第9話 圧の強い人

「ん? なんだ? 誰か来た?」


 なんて考える間もなく、ドタドタと階段を駆け上る音が聞こえ始める。


「な、なんだなんだ?!」


 俺は部屋のドアから顔を出し、階段に目を向けた。


「ひいっ!」


 ロングヘアの女生と目が合う。階段をかけのぼってきた彼女は、恐ろしい形相でこちらを睨みつけていた。


「よ、妖怪? 殺人鬼?!」


 妖怪みたいな女性は髪を振り乱し、俺を睨みつけながら「ちょっとアンタねえ! ふざけんじゃないわよ!」と大きな声でまくしたてている。

 いや、誰!? 何事?!

 その女性の後ろから、おじさん二人と伽羅奢がらしゃも階段を登ってきていた。


「大丈夫かい?」


 おじさんが一人、そう言いながら女妖怪を追い越して部屋に入ってくる。

 助かった! と思ったのも束の間、おじさんは俺の横を通りすぎ、俺の後ろに立っていたアリサちゃんに優しく声をかけた。


 当然か。


 俺はといえば、まだ目の前の女性にあり得ないほど至近距離まで詰め寄られて、「何が目当てなの」「社会のゴミが!」などと罵詈雑言を浴びせられている。

 唾が飛ぶ、飛ぶ。


「が、伽羅奢ぁ、助けて」


 俺は圧倒されながら、この場で一番自分の味方であるはずの幼馴染に声をかけた。しかし彼女はみんなの一番後ろに突っ立ったまま。俺を助けるどころか、廊下の奥からジロリと俺を睨みつけている。


「愛音、私が頼んだ事は出来ているんだろうな」

「へ?」

「だから――」


 伽羅奢が口パクで「脅迫」と言っているのが見えた。

 いやいや、そんな事言ってる場合か?

 と、思ったけれど、たしかに俺たちの命運はアリサちゃんの証言にかかっている。というか、ちょっと待てよ? その証言について、何もお願い出来ていないよな?


 俺は慌てて振り向き、アリサちゃんを見た。彼女は突入してきたおじさんと話をしている。そのおじさんの手には……警察手帳。

 あ、やばい。これ、下手したら俺たちが捕まるやつだな?

 と、思っていると。


「ちょっとアンタねえ! よそ見してんじゃないわよ! 人の娘誘拐しといて、何呑気にヘラヘラしてんのよ! ねえ刑事さん、早くコイツ捕まえて! このゴミ野郎、早くブタ箱にぶち込んで頂戴!」


 目の前の女性がとんでもなく圧をかけてきた。いや、ブタ箱? そんな言葉をリアルで聞いたのは初めてだ。


「……って、え? 娘? って事はもしかしておばさん、アリサちゃんのお母さん?」

「だったらなんだって言うのよ!」


 いや、まったくもって似ていない! 主に人柄が。

 アリサちゃんの母親らしき人物は、未だ鬼の形相のままガーガー吠えている。


「アンタねえ、何が目的? 金? おあいにく様! アンタみたいな社会のゴミに払う金はびた一文無いわよ! この、クズ!」

「えぇぇ」


 すごいな、この人。仮にも誘拐犯と思われる人間に向かって言う言葉だろうか。大事な娘がまだ犯人のそばに居るのに、強すぎないか? いや、俺は誘拐犯ではないけれど。


 母親の後ろに居たもう一人のおじさんが、彼女に対して「まあまあ」と制止にならない制止を続けている。このおじさんもきっと警察なのだろう。

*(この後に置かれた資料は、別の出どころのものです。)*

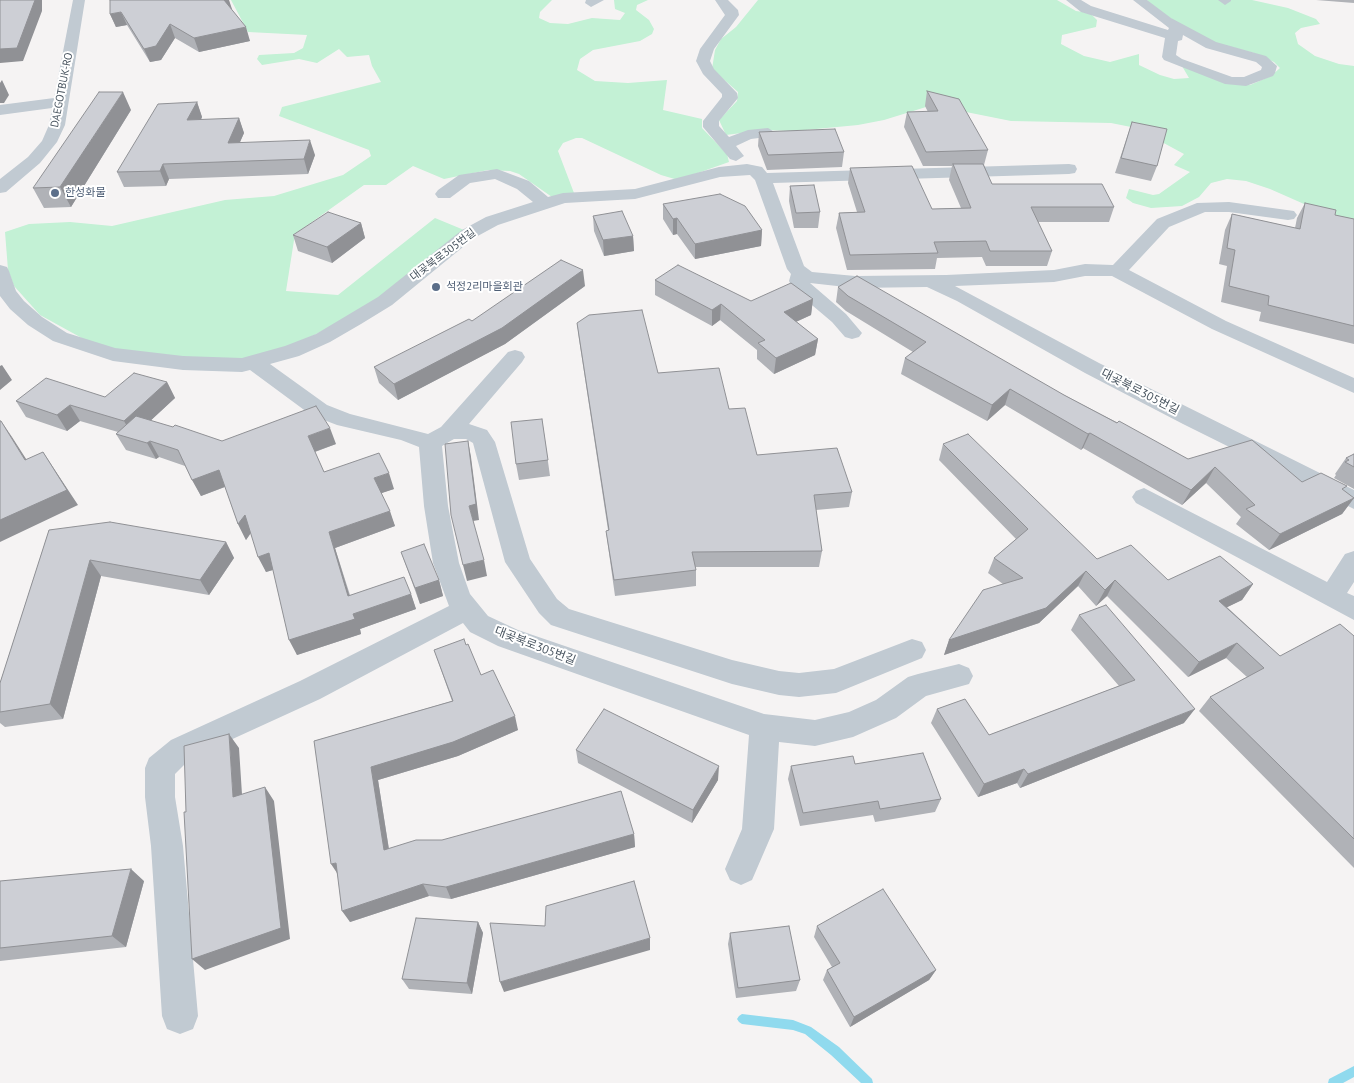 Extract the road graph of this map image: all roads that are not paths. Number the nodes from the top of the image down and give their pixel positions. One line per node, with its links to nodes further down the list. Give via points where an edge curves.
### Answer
1 (79, 0): 6 (street, DAEGOTBUK-RO)
2 (721, 0): 9 (street, via 732,15 706,49 703,61 708,71 730,93 730,98 711,122 714,132)
3 (1072, 0): 5 (street, via 1086,9)
4 (1138, 0): 5 (street)
5 (1175, 31): 5 (street, via 1261,59 1270,66 1268,73 1246,82 1230,81 1169,57)
6 (61, 102): 7 (street); 12 (street, DAEGOTBUK-RO, via 57,125 49,142 34,160)
7 (0, 110)
8 (768, 133): 9 (street, via 748,135)
9 (726, 144): 11 (street)
10 (1069, 169): 11 (street, 대곶북로305번길)
11 (755, 174): 14 (street, 대곶북로305번길, via 720,172 635,194 579,196); 18 (street, via 796,269)
12 (0, 188)
13 (444, 194): 14 (street, via 465,179 497,174 523,185)
14 (544, 202): 22 (street, 대곶북로305번길, via 492,221 468,234 385,301 323,338)
15 (1288, 215): 17 (street, via 1229,206 1203,208 1163,223)
16 (0, 271): 22 (street, 대곶북로305번길, via 7,292 35,321 60,337 90,348 184,363 222,366)
17 (1117, 271): 19 (street, 대곶북로305번길, via 1103,269 1054,276); 23 (street, 대곶북로305번길, via 1218,325)
18 (801, 273): 19 (street, 대곶북로305번길, via 822,280); 20 (street, via 802,289 839,318)
19 (928, 282): 26 (street, 대곶북로305번길, via 964,297 1092,368)
20 (852, 334)
21 (516, 357): 24 (street)
22 (255, 363): 24 (street, via 320,410 345,420)
23 (1354, 386)
24 (440, 438): 30 (street, 대곶북로305번길, via 436,506 446,563 458,599); 31 (street, via 467,431 478,435 484,442 518,562 548,606 560,616 732,672 778,683 799,685 836,681)
25 (1144, 497): 28 (street)
26 (1354, 500)
27 (1354, 561): 28 (street)
28 (1331, 596): 29 (street)
29 (1354, 609)
30 (467, 610): 33 (street, 대곶북로305번길, via 479,624 508,638); 35 (street, via 310,690 181,749 160,768)
31 (912, 650)
32 (959, 676): 33 (street, 대곶북로305번길, via 918,686 886,709 853,724 815,733)
33 (764, 727): 34 (street, via 758,830)
34 (741, 869)
35 (180, 1016)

 警察。これだけ早く警察が到着したという事は、もしかしたらこの人たちは、俺たちを尾行していた警察官なのかもしれない。

 おじさんは鬼の形相の女性をなだめながら、俺に向かって言った。


「だいたいの話は先ほどあちらの女性に聞きました」


 おじさんが廊下に突っ立っている伽羅奢に目を向ける。我関せず、みたいな顔をしている伽羅奢。元はといえば伽羅奢のせいなのに、なんであんなに他人事のようなのか。

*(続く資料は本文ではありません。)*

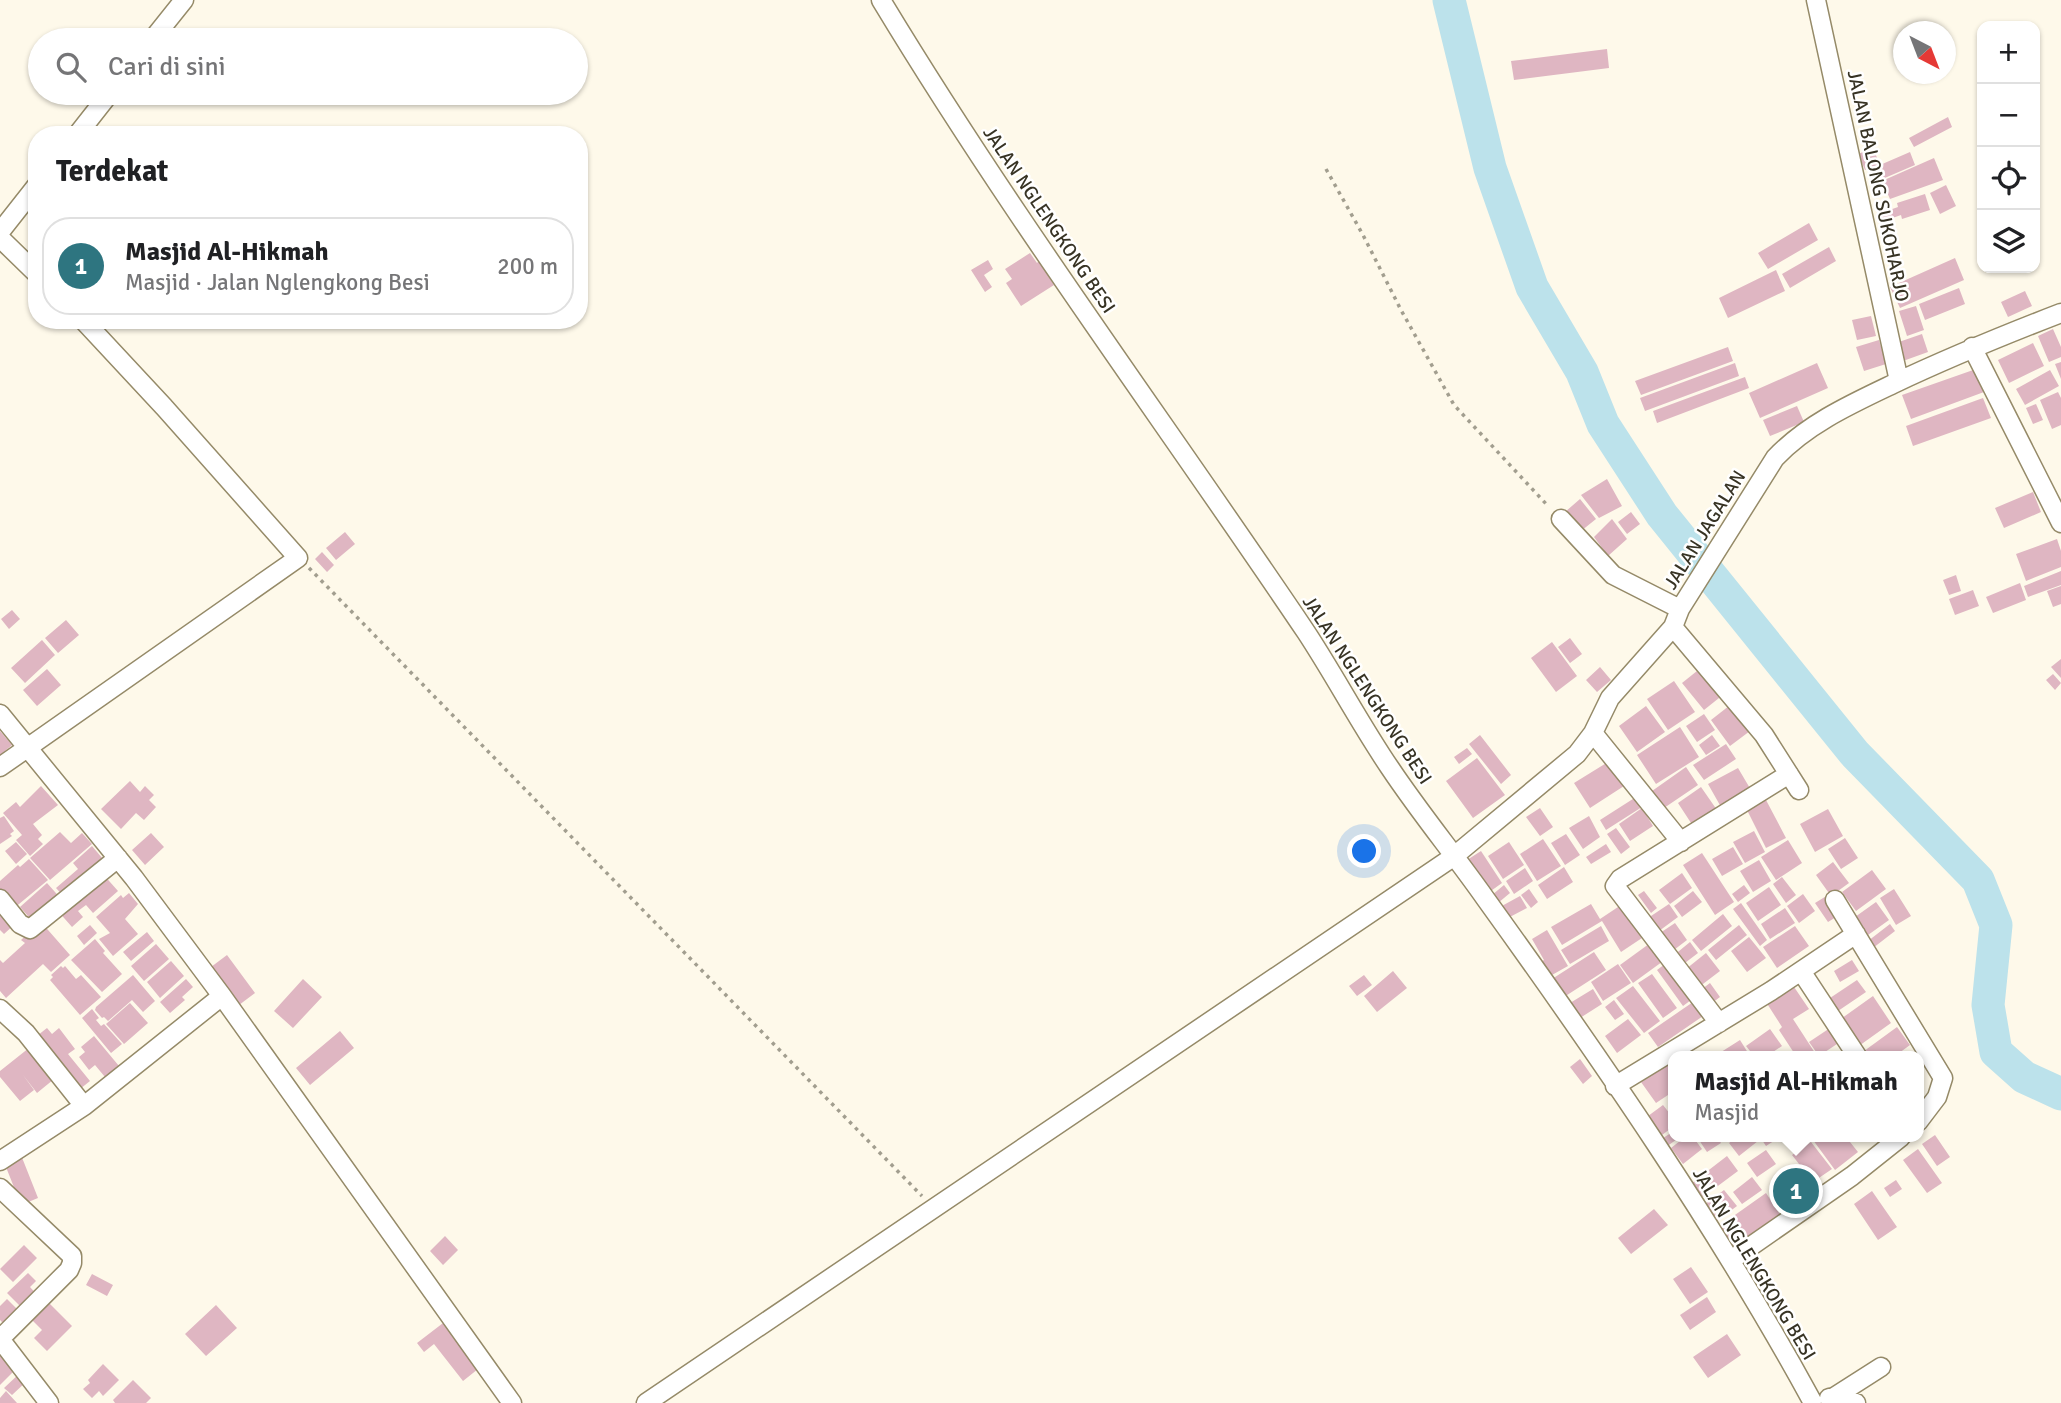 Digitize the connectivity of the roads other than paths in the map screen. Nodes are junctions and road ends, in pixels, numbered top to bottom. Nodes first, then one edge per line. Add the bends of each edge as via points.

 おじさんはこのカオスな状況で、顔色ひとつ変えず俺に声をかけた。


「貴方にも話を伺っても良いですか」

「もちろんです! 俺に判る事ならなんでも話すんで、この人をなんとかしてください!」

「では、とりあえずこちらへ」


 おじさんがその場を仕切って、俺たちは家具の無い六畳ほどの部屋の中央で円になった。

 アリサちゃんのお母さんだけはまだ一人でぎゃあぎゃあ騒いでいて、全員がそれを無視している。家出したくなるくらい圧の強い母親なんだな、という事はこの数分だけで俺にも理解できた。


「刑事さん、早くコイツ捕まえてよ! いつまで野放しにしておくつもり? 話なんて警察署ですればいいじゃない! 私たち被害者の事を馬鹿にしてるの?! コイツ誘拐犯なのよ?! いつまで同じ部屋に居させるつもりなのよ! 不快だわ!」


 母親は休む間もなく騒ぎ立てている。そんな母親に向かって、ようやく伽羅奢が口を開いた。